Study adds diabetes to list of known fast-food side effects

The British study, which began in 1985, was released this month.

Naomi Scott

Although he has read “Fast Food Nation,” seen “Super Size Me” and once successfully swore off fast food for three weeks, first-year University student Adam Anderson can’t let go of his unhealthy eating habits, he said.

Anderson and first-year business student Kyle McKay chowed down on greasy burgers and french fries Monday at Arby’s in Stadium Village. The friends said they eat fast food an estimated seven times a week.

These avid consumers of fast food are a population Mark Pereira said he is concerned about.

Pereira, a University professor of epidemiology, co-authored a study that showed eating fast food more than twice a week caused healthy young people to gain an average of 10 extra pounds during 15 years. The indulgers also increased their risk for developing Type 2 diabetes.

The 10 pounds were in addition to weight gain that is normal as people age, according to the report.

The study, published this month in The Lancet, a British journal, is the first to look at how fast-food intake relates to diabetes, Pereira said.

“On one hand, it’s a no-brainer,” Pereira said.

But he and Kerri Boutelle, University STAR Center for Eating Disorders and Weight Management director, said even people who eat fast food two or three times a week could see their health deteriorate.

“It’s remarkable, because these people were only eating it two times a week, and they gained (10 pounds) over 15 years,” Boutelle said.

The study began in 1985, when researchers started to track eating habits and overall health of more than 3,000 healthy young adults in four cities around the United States, including Minneapolis.

Although there has been a recent push to put healthier items such as salads on fast-food menus, Pereira said, when participants did eat fast food, “the foods they ordered were shockingly high in trans fat.” The foods were also low in fiber and other healthy nutrients.

University epidemiology professor David Jacobs, another author of the study, said approximately 150 of the participants, who are now between ages 33 and 45, developed diabetes. Some also suffer from hypertension, he said.

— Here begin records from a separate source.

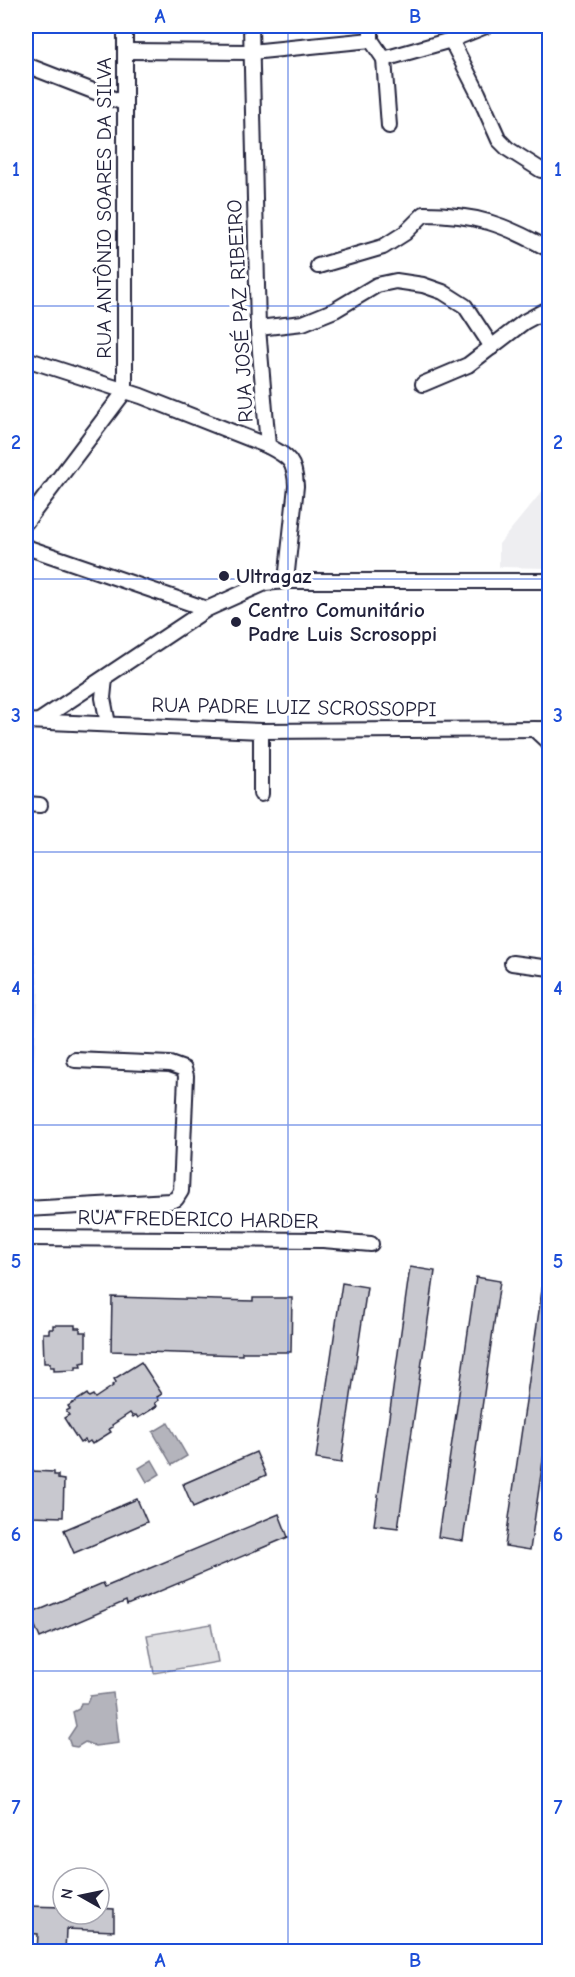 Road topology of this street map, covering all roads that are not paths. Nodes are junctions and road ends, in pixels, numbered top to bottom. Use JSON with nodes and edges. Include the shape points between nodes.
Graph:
{"nodes":[{"id":1,"x":125,"y":26,"type":"edge"},
{"id":2,"x":252,"y":26,"type":"edge"},
{"id":3,"x":371,"y":26,"type":"edge"},
{"id":4,"x":486,"y":26,"type":"edge"},
{"id":5,"x":371,"y":40,"type":"junction"},
{"id":6,"x":451,"y":40,"type":"junction"},
{"id":7,"x":126,"y":51,"type":"junction"},
{"id":8,"x":251,"y":52,"type":"junction"},
{"id":9,"x":384,"y":59,"type":"junction"},
{"id":10,"x":26,"y":65,"type":"edge"},
{"id":11,"x":124,"y":103,"type":"junction"},
{"id":12,"x":389,"y":126,"type":"dead end"},
{"id":13,"x":541,"y":170,"type":"dead end"},
{"id":14,"x":549,"y":250,"type":"edge"},
{"id":15,"x":318,"y":266,"type":"dead end"},
{"id":16,"x":549,"y":308,"type":"edge"},
{"id":17,"x":258,"y":328,"type":"junction"},
{"id":18,"x":492,"y":347,"type":"junction"},
{"id":19,"x":26,"y":359,"type":"edge"},
{"id":20,"x":423,"y":384,"type":"dead end"},
{"id":21,"x":125,"y":392,"type":"junction"},
{"id":22,"x":268,"y":446,"type":"junction"},
{"id":23,"x":26,"y":522,"type":"edge"},
{"id":24,"x":26,"y":548,"type":"edge"},
{"id":25,"x":286,"y":581,"type":"junction"},
{"id":26,"x":549,"y":581,"type":"edge"},
{"id":27,"x":207,"y":609,"type":"junction"},
{"id":28,"x":105,"y":678,"type":"junction"},
{"id":29,"x":32,"y":721,"type":"edge"},
{"id":30,"x":108,"y":724,"type":"junction"},
{"id":31,"x":534,"y":729,"type":"junction"},
{"id":32,"x":549,"y":729,"type":"edge"},
{"id":33,"x":261,"y":731,"type":"junction"},
{"id":34,"x":549,"y":744,"type":"edge"},
{"id":35,"x":261,"y":794,"type":"dead end"},
{"id":36,"x":26,"y":804,"type":"edge"},
{"id":37,"x":40,"y":805,"type":"dead end"},
{"id":38,"x":512,"y":963,"type":"dead end"},
{"id":39,"x":549,"y":968,"type":"edge"},
{"id":40,"x":75,"y":1060,"type":"dead end"},
{"id":41,"x":26,"y":1209,"type":"edge"},
{"id":42,"x":26,"y":1238,"type":"edge"},
{"id":43,"x":371,"y":1244,"type":"dead end"}],
"edges":[{"from":1,"to":7,"type":"street","name":"RUA ANTÔNIO SOARES DA SILVA"},
{"from":2,"to":8,"type":"street","name":"RUA JOSÉ PAZ RIBEIRO"},
{"from":3,"to":5,"type":"street"},
{"from":4,"to":6,"type":"street"},
{"from":5,"to":8,"type":"street"},
{"from":5,"to":9,"type":"street"},
{"from":6,"to":9,"type":"street"},
{"from":6,"to":13,"type":"street","via":[[499,140]]},
{"from":7,"to":8,"type":"street"},
{"from":7,"to":11,"type":"street","name":"RUA ANTÔNIO SOARES DA SILVA"},
{"from":8,"to":17,"type":"street","name":"RUA JOSÉ PAZ RIBEIRO"},
{"from":9,"to":12,"type":"street"},
{"from":10,"to":11,"type":"street"},
{"from":11,"to":21,"type":"street","name":"RUA ANTÔNIO SOARES DA SILVA"},
{"from":14,"to":15,"type":"street","via":[[481,219],[424,214],[383,247]]},
{"from":16,"to":18,"type":"street"},
{"from":17,"to":18,"type":"street","via":[[303,323],[335,310],[377,285],[396,281],[443,292],[465,306]]},
{"from":17,"to":22,"type":"street","name":"RUA JOSÉ PAZ RIBEIRO"},
{"from":18,"to":20,"type":"street","via":[[468,365]]},
{"from":19,"to":21,"type":"street"},
{"from":21,"to":22,"type":"street"},
{"from":21,"to":23,"type":"street"},
{"from":22,"to":25,"type":"street","name":"RUA JOSÉ PAZ RIBEIRO","via":[[288,456],[295,470]]},
{"from":24,"to":27,"type":"street"},
{"from":25,"to":26,"type":"street"},
{"from":25,"to":27,"type":"street","via":[[265,583]]},
{"from":27,"to":28,"type":"street"},
{"from":28,"to":29,"type":"street"},
{"from":28,"to":30,"type":"street","via":[[103,698]]},
{"from":29,"to":30,"type":"street","name":"RUA PADRE LUIZ SCROSSOPPI"},
{"from":30,"to":33,"type":"street","name":"RUA PADRE LUIZ SCROSSOPPI"},
{"from":31,"to":32,"type":"street","name":"RUA PADRE LUIZ SCROSSOPPI"},
{"from":31,"to":33,"type":"street","name":"RUA PADRE LUIZ SCROSSOPPI"},
{"from":31,"to":34,"type":"street"},
{"from":33,"to":35,"type":"street"},
{"from":36,"to":37,"type":"street"},
{"from":38,"to":39,"type":"street"},
{"from":40,"to":41,"type":"street","via":[[170,1064],[184,1069],[181,1191],[170,1202]]},
{"from":42,"to":43,"type":"street","name":"RUA FREDERICO HARDER","via":[[323,1240]]}]} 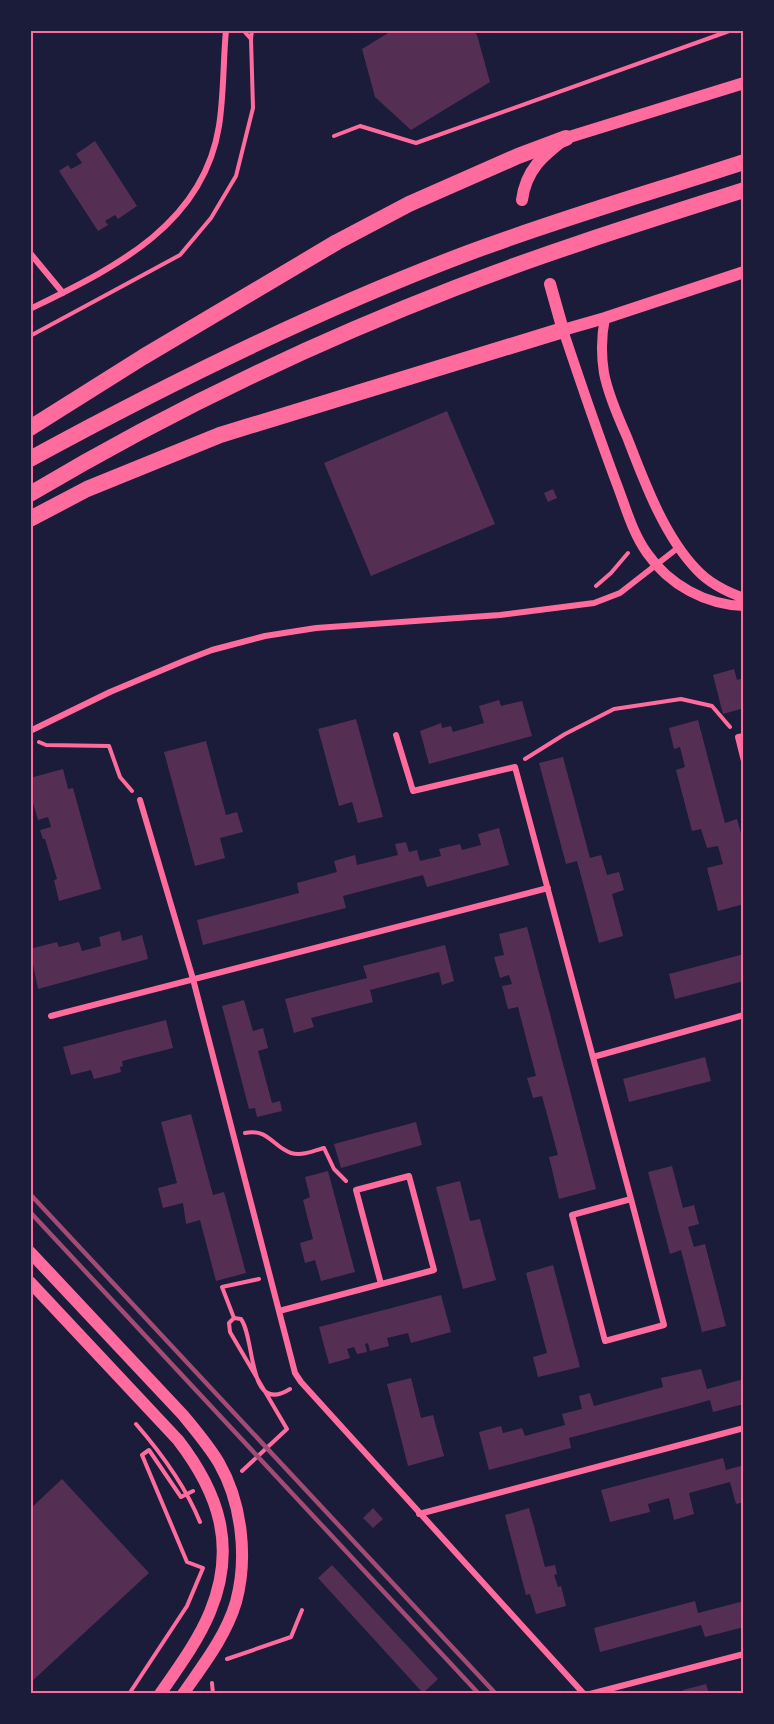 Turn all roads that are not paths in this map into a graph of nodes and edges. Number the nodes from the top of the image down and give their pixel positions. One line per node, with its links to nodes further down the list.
1 (226, 30): 10 (street)
2 (741, 83): 3 (main road)
3 (566, 138): 6 (main road); 14 (highway)
4 (744, 162): 15 (highway)
5 (744, 190): 16 (highway)
6 (522, 200)
7 (30, 253): 10 (street)
8 (744, 272): 12 (main road)
9 (550, 284): 13 (main road)
10 (63, 293): 11 (street)
11 (30, 309)
12 (605, 318): 13 (main road); 18 (street)
13 (563, 330): 17 (highway); 19 (street)
14 (30, 428)
15 (30, 459)
16 (30, 494)
17 (30, 519)
18 (679, 547): 19 (street); 20 (street)
19 (656, 564): 21 (street); 22 (street)
20 (744, 598)
21 (744, 606)
22 (30, 731)
23 (396, 735): 27 (street)
24 (741, 736): 25 (street)
25 (744, 761)
26 (140, 800): 28 (street)
27 (548, 888): 28 (street); 31 (street)
28 (193, 979): 30 (street); 36 (street)
29 (744, 1015): 31 (street)
30 (51, 1016)
31 (593, 1057): 32 (street)
32 (631, 1198): 32 (street)
33 (30, 1252): 41 (main road)
34 (30, 1282): 40 (main road)
35 (381, 1284): 35 (street); 36 (street)
36 (279, 1311): 38 (street)
37 (744, 1428): 38 (street)
38 (419, 1514): 42 (street)
39 (744, 1654): 43 (street)
40 (160, 1694)
41 (183, 1694)
42 (584, 1694)
43 (590, 1694)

Pereira said he thinks government and public health officials across the country need to be “more aggressive” and make clear recommendations to the public about safe fast-food eating habits. Other countries do not advertise to children by marketing toys with meals for young people as the U.S. fast-food industry does, he said.

Because they are students, Anderson and McKay said, they are unlikely to change their eating patterns.

Anderson said he eats fast food because he has a busy schedule, and McKay said he eats out because he finds dorm food unappealing.